What is being asked: Leave out the pictures and print the rest of the entries exactly as they stand.

──────── Available data ────────

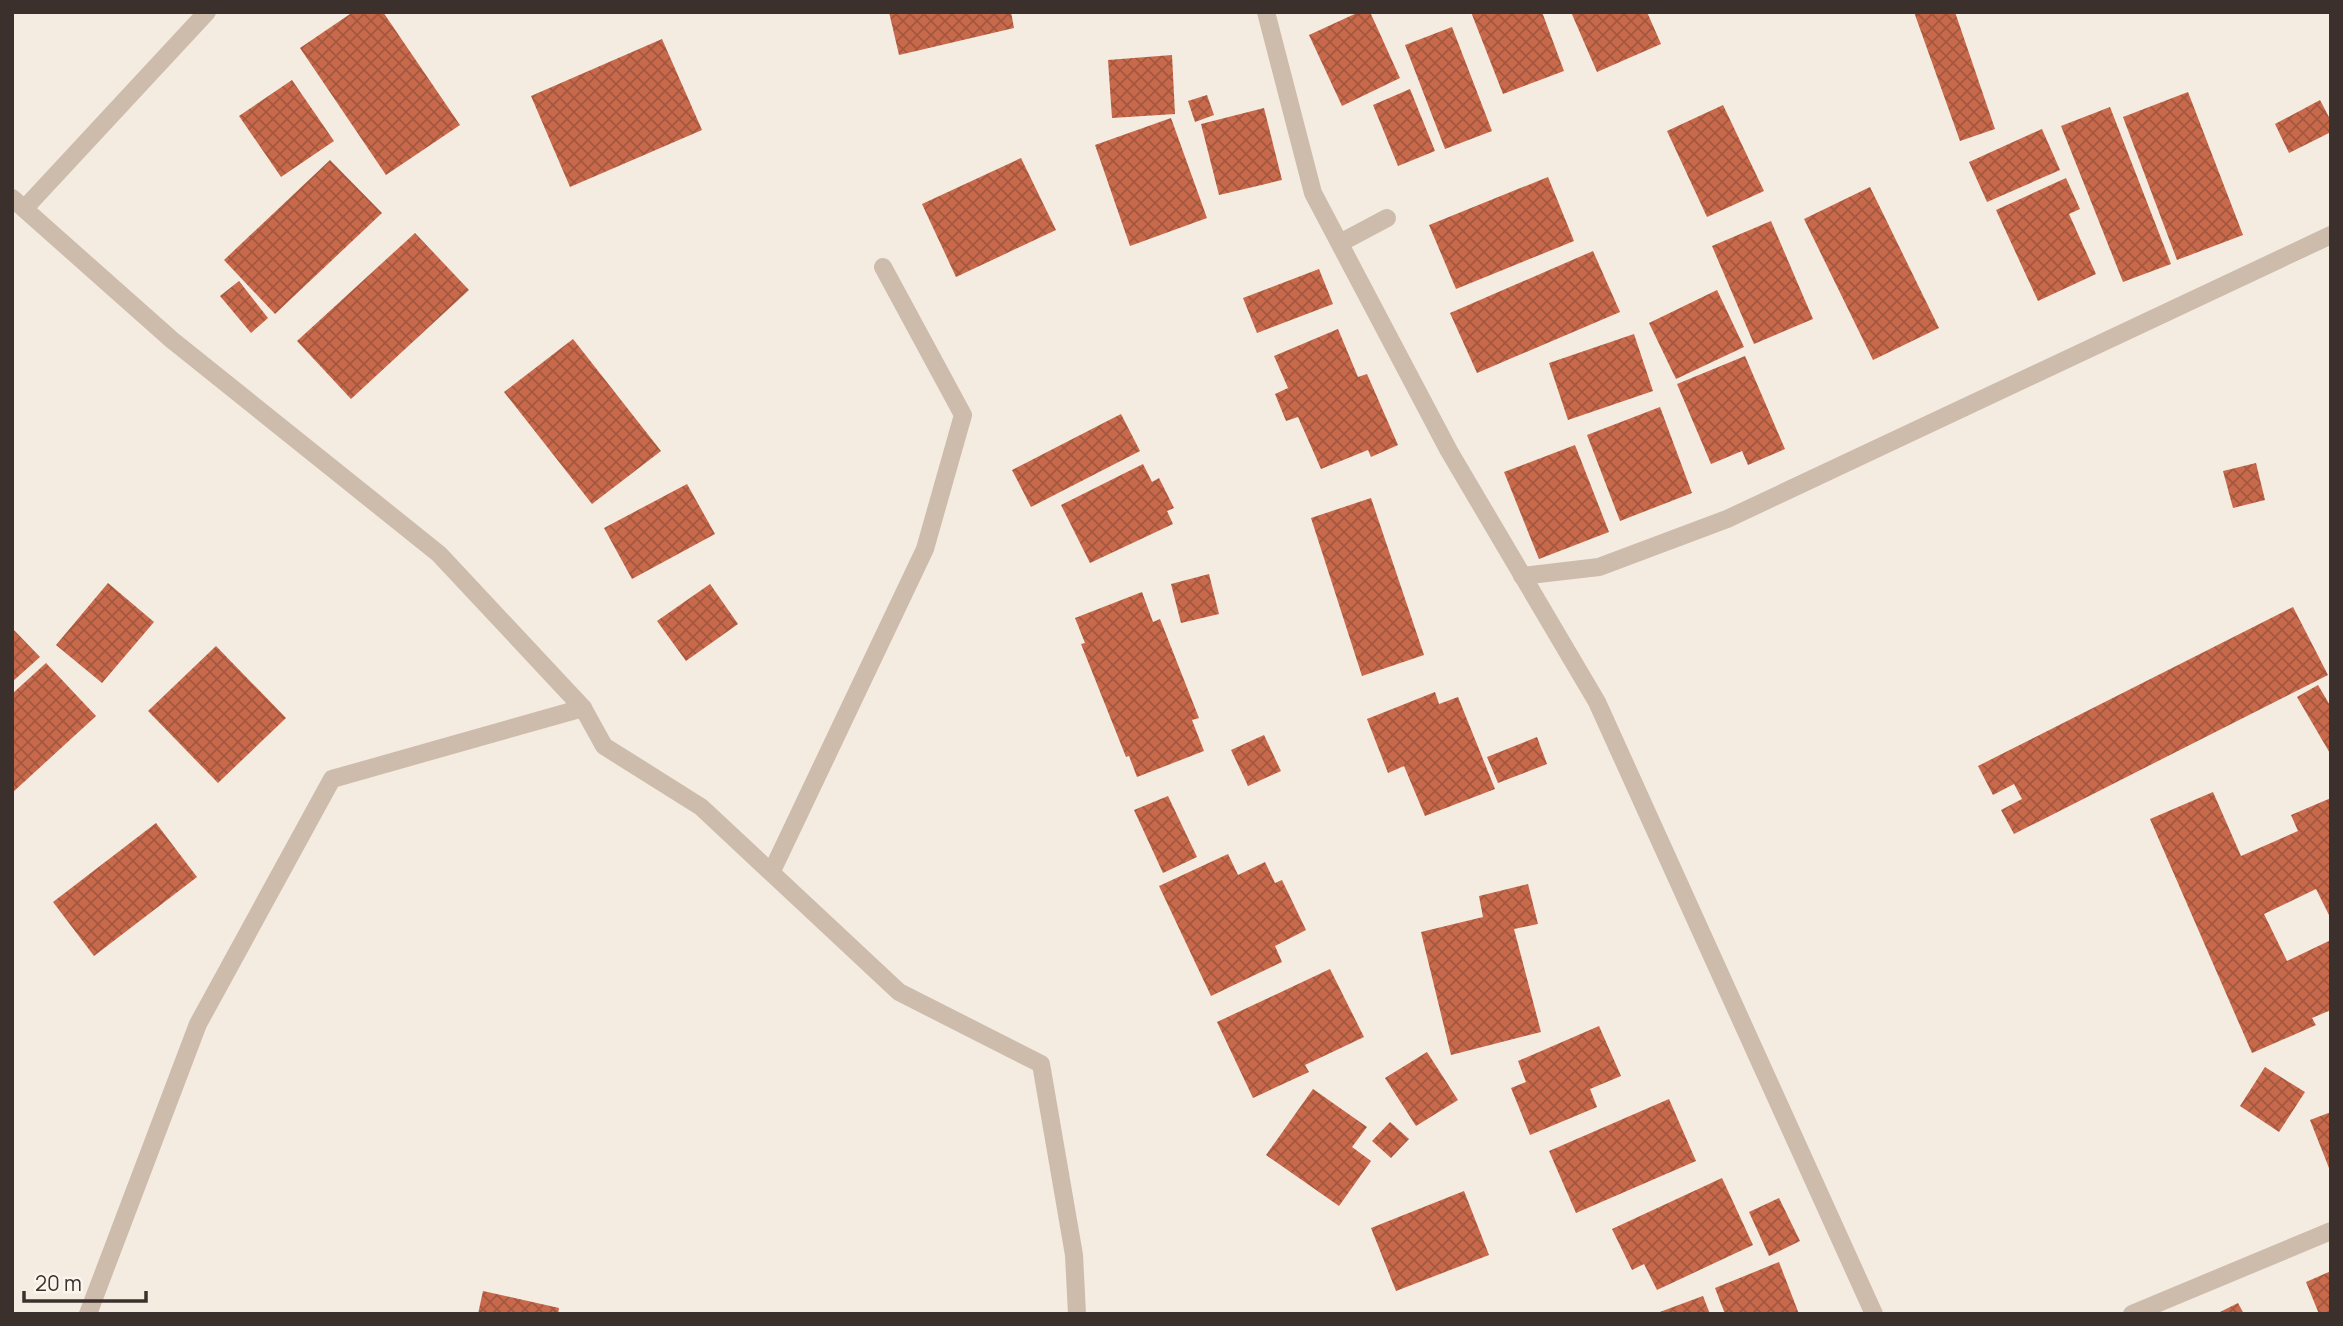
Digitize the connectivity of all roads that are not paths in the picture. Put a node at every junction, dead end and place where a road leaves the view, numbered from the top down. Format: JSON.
{"nodes":[{"id":1,"x":207,"y":12,"type":"edge"},
{"id":2,"x":1266,"y":12,"type":"edge"},
{"id":3,"x":19,"y":203,"type":"edge"},
{"id":4,"x":1387,"y":218,"type":"dead end"},
{"id":5,"x":2331,"y":235,"type":"edge"},
{"id":6,"x":1340,"y":243,"type":"junction"},
{"id":7,"x":884,"y":267,"type":"dead end"},
{"id":8,"x":1522,"y":576,"type":"junction"},
{"id":9,"x":583,"y":708,"type":"junction"},
{"id":10,"x":772,"y":871,"type":"junction"},
{"id":11,"x":2331,"y":1231,"type":"edge"},
{"id":12,"x":88,"y":1314,"type":"edge"},
{"id":13,"x":1077,"y":1314,"type":"edge"},
{"id":14,"x":1874,"y":1314,"type":"edge"},
{"id":15,"x":2132,"y":1314,"type":"edge"}],
"edges":[{"from":1,"to":3,"type":"street"},
{"from":2,"to":6,"type":"street"},
{"from":3,"to":9,"type":"street"},
{"from":4,"to":6,"type":"street"},
{"from":5,"to":8,"type":"street"},
{"from":6,"to":8,"type":"street"},
{"from":7,"to":10,"type":"street"},
{"from":8,"to":14,"type":"street"},
{"from":9,"to":10,"type":"street"},
{"from":9,"to":12,"type":"street"},
{"from":10,"to":13,"type":"street"},
{"from":11,"to":15,"type":"street"}]}
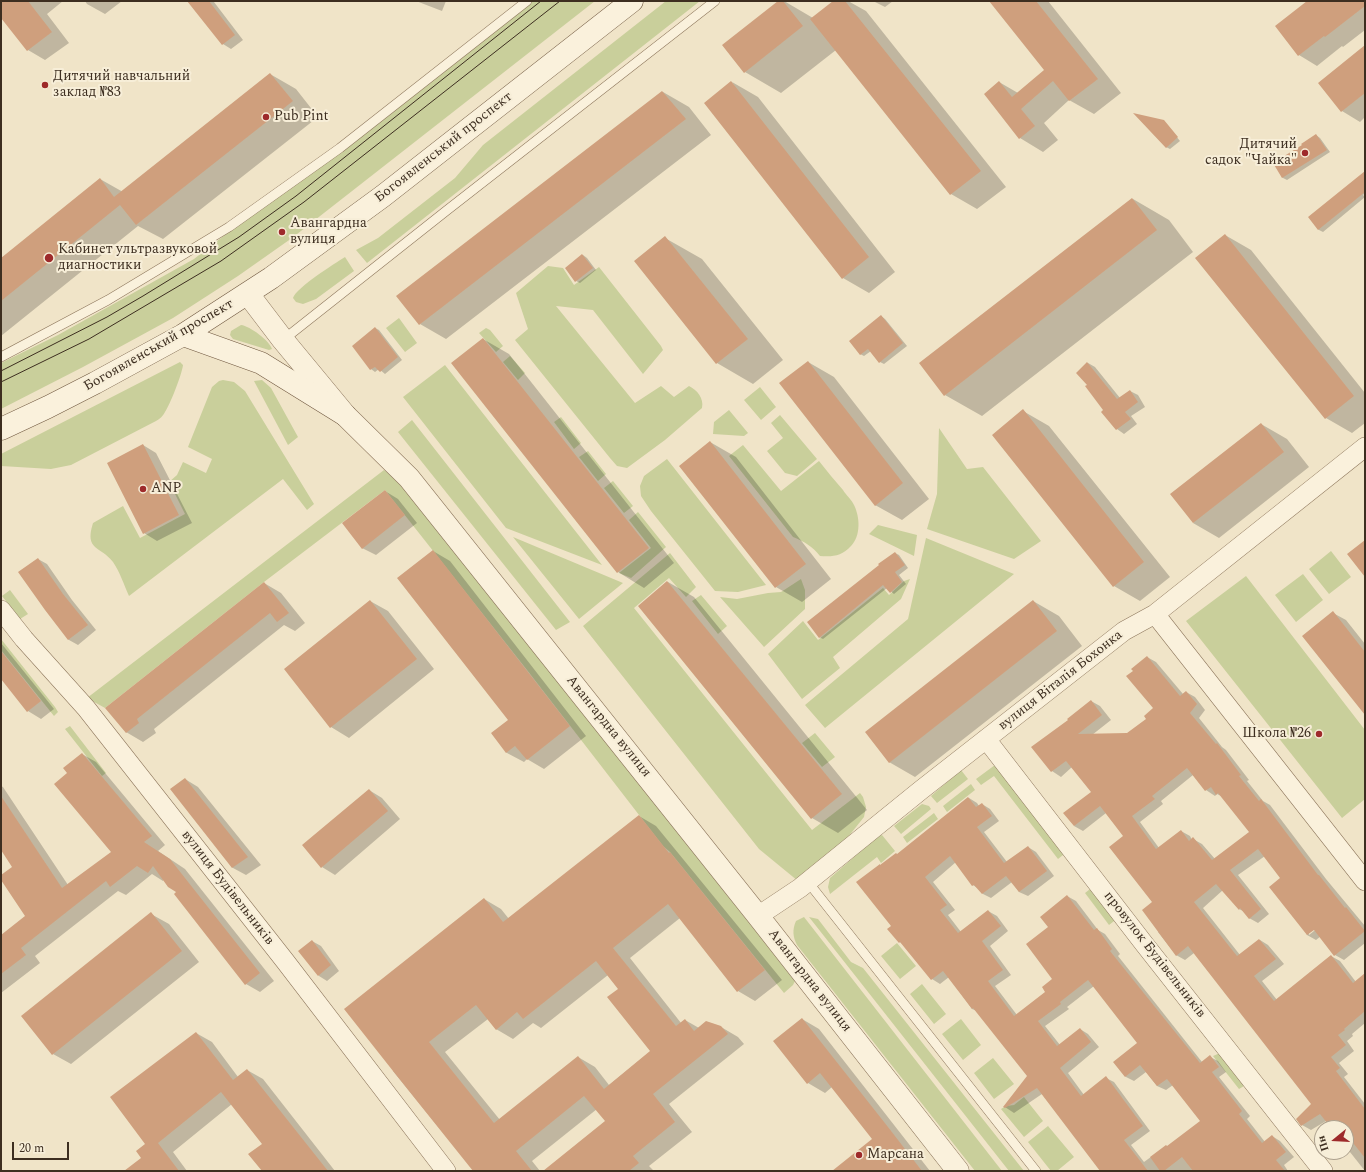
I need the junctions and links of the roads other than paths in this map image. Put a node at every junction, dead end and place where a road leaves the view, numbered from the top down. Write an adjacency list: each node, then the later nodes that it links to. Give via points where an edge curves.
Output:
1 (527, 1): 7 (lane, via 340,148 229,227 108,300)
2 (632, 1): 4 (street, Богоявленський проспект, via 383,196)
3 (715, 1): 6 (lane)
4 (248, 294): 5 (street, Богоявленський проспект); 6 (street, Авангардна вулиця)
5 (183, 335): 8 (street, via 261,363); 9 (street, Богоявленський проспект, via 95,383)
6 (284, 340): 8 (street, Авангардна вулиця)
7 (1, 357)
8 (345, 415): 16 (street, Авангардна вулиця, via 410,478)
9 (1, 429)
10 (1365, 447): 12 (street, вулиця Віталія Бохонка)
11 (1, 610): 17 (street, вулиця Будівельників, via 86,708)
12 (1155, 614): 13 (street, вулиця Віталія Бохонка, via 1124,631); 14 (street)
13 (986, 739): 15 (street, вулиця Віталія Бохонка); 20 (street, провулок Будівельників)
14 (1365, 881)
15 (808, 882): 16 (street, вулиця Віталія Бохонка); 19 (lane)
16 (758, 916): 18 (street, Авангардна вулиця)
17 (446, 1171)
18 (958, 1171)
19 (1036, 1171)
20 (1323, 1171)

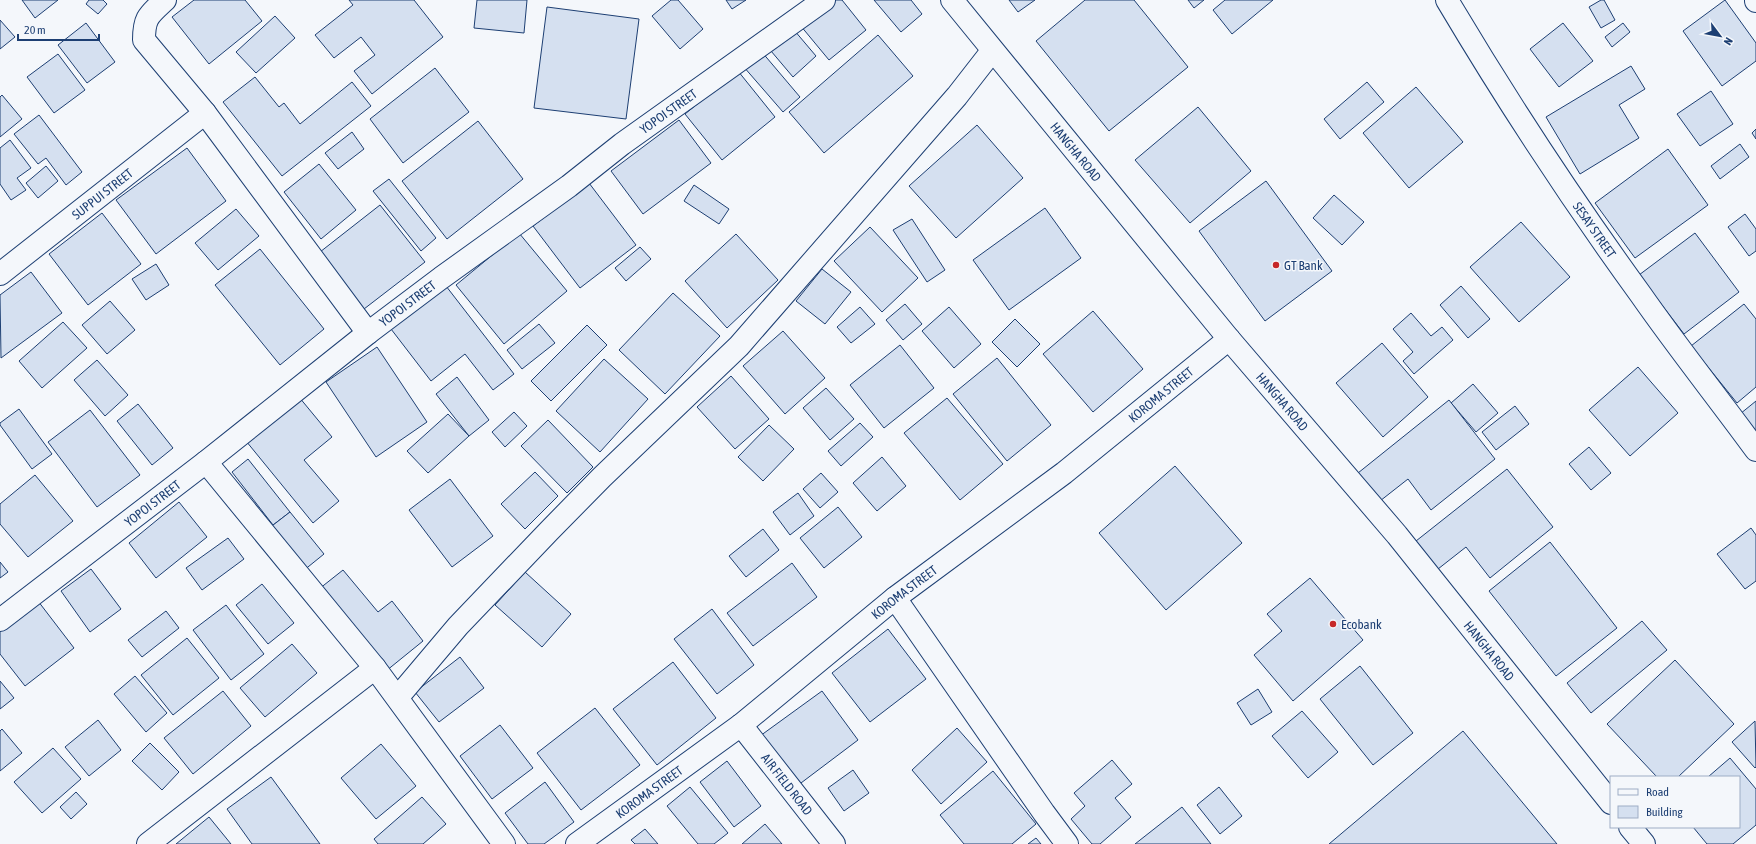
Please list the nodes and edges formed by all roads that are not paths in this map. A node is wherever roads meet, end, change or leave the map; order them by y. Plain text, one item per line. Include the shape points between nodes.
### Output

────────

Answer to this problem:
Digitize the connectivity of all roads that are not paths in the picture. Put a node at every junction, dead end and place where a road leaves the view, numbered from the top down. Format: JSON.
{"nodes":[{"id":1,"x":207,"y":12,"type":"edge"},
{"id":2,"x":1266,"y":12,"type":"edge"},
{"id":3,"x":19,"y":203,"type":"edge"},
{"id":4,"x":1387,"y":218,"type":"dead end"},
{"id":5,"x":2331,"y":235,"type":"edge"},
{"id":6,"x":1340,"y":243,"type":"junction"},
{"id":7,"x":884,"y":267,"type":"dead end"},
{"id":8,"x":1522,"y":576,"type":"junction"},
{"id":9,"x":583,"y":708,"type":"junction"},
{"id":10,"x":772,"y":871,"type":"junction"},
{"id":11,"x":2331,"y":1231,"type":"edge"},
{"id":12,"x":88,"y":1314,"type":"edge"},
{"id":13,"x":1077,"y":1314,"type":"edge"},
{"id":14,"x":1874,"y":1314,"type":"edge"},
{"id":15,"x":2132,"y":1314,"type":"edge"}],
"edges":[{"from":1,"to":3,"type":"street"},
{"from":2,"to":6,"type":"street"},
{"from":3,"to":9,"type":"street"},
{"from":4,"to":6,"type":"street"},
{"from":5,"to":8,"type":"street"},
{"from":6,"to":8,"type":"street"},
{"from":7,"to":10,"type":"street"},
{"from":8,"to":14,"type":"street"},
{"from":9,"to":10,"type":"street"},
{"from":9,"to":12,"type":"street"},
{"from":10,"to":13,"type":"street"},
{"from":11,"to":15,"type":"street"}]}
I need the junctions and links of the roads other than paths in this map image. Put a node at every junction, dead end and place where a road leaves the view, numbered from the top down. Write an adjacency list: each node, then the later nodes that it links to. Give via points where an edge curves.
Output:
1 (527, 1): 7 (lane, via 340,148 229,227 108,300)
2 (632, 1): 4 (street, Богоявленський проспект, via 383,196)
3 (715, 1): 6 (lane)
4 (248, 294): 5 (street, Богоявленський проспект); 6 (street, Авангардна вулиця)
5 (183, 335): 8 (street, via 261,363); 9 (street, Богоявленський проспект, via 95,383)
6 (284, 340): 8 (street, Авангардна вулиця)
7 (1, 357)
8 (345, 415): 16 (street, Авангардна вулиця, via 410,478)
9 (1, 429)
10 (1365, 447): 12 (street, вулиця Віталія Бохонка)
11 (1, 610): 17 (street, вулиця Будівельників, via 86,708)
12 (1155, 614): 13 (street, вулиця Віталія Бохонка, via 1124,631); 14 (street)
13 (986, 739): 15 (street, вулиця Віталія Бохонка); 20 (street, провулок Будівельників)
14 (1365, 881)
15 (808, 882): 16 (street, вулиця Віталія Бохонка); 19 (lane)
16 (758, 916): 18 (street, Авангардна вулиця)
17 (446, 1171)
18 (958, 1171)
19 (1036, 1171)
20 (1323, 1171)

Please list the nodes and edges formed by all roads that are not paths in this map. A node is wherever roads meet, end, change or leave the map; order them by y. Plain text, one item per line. Include the shape points between nodes.
### Output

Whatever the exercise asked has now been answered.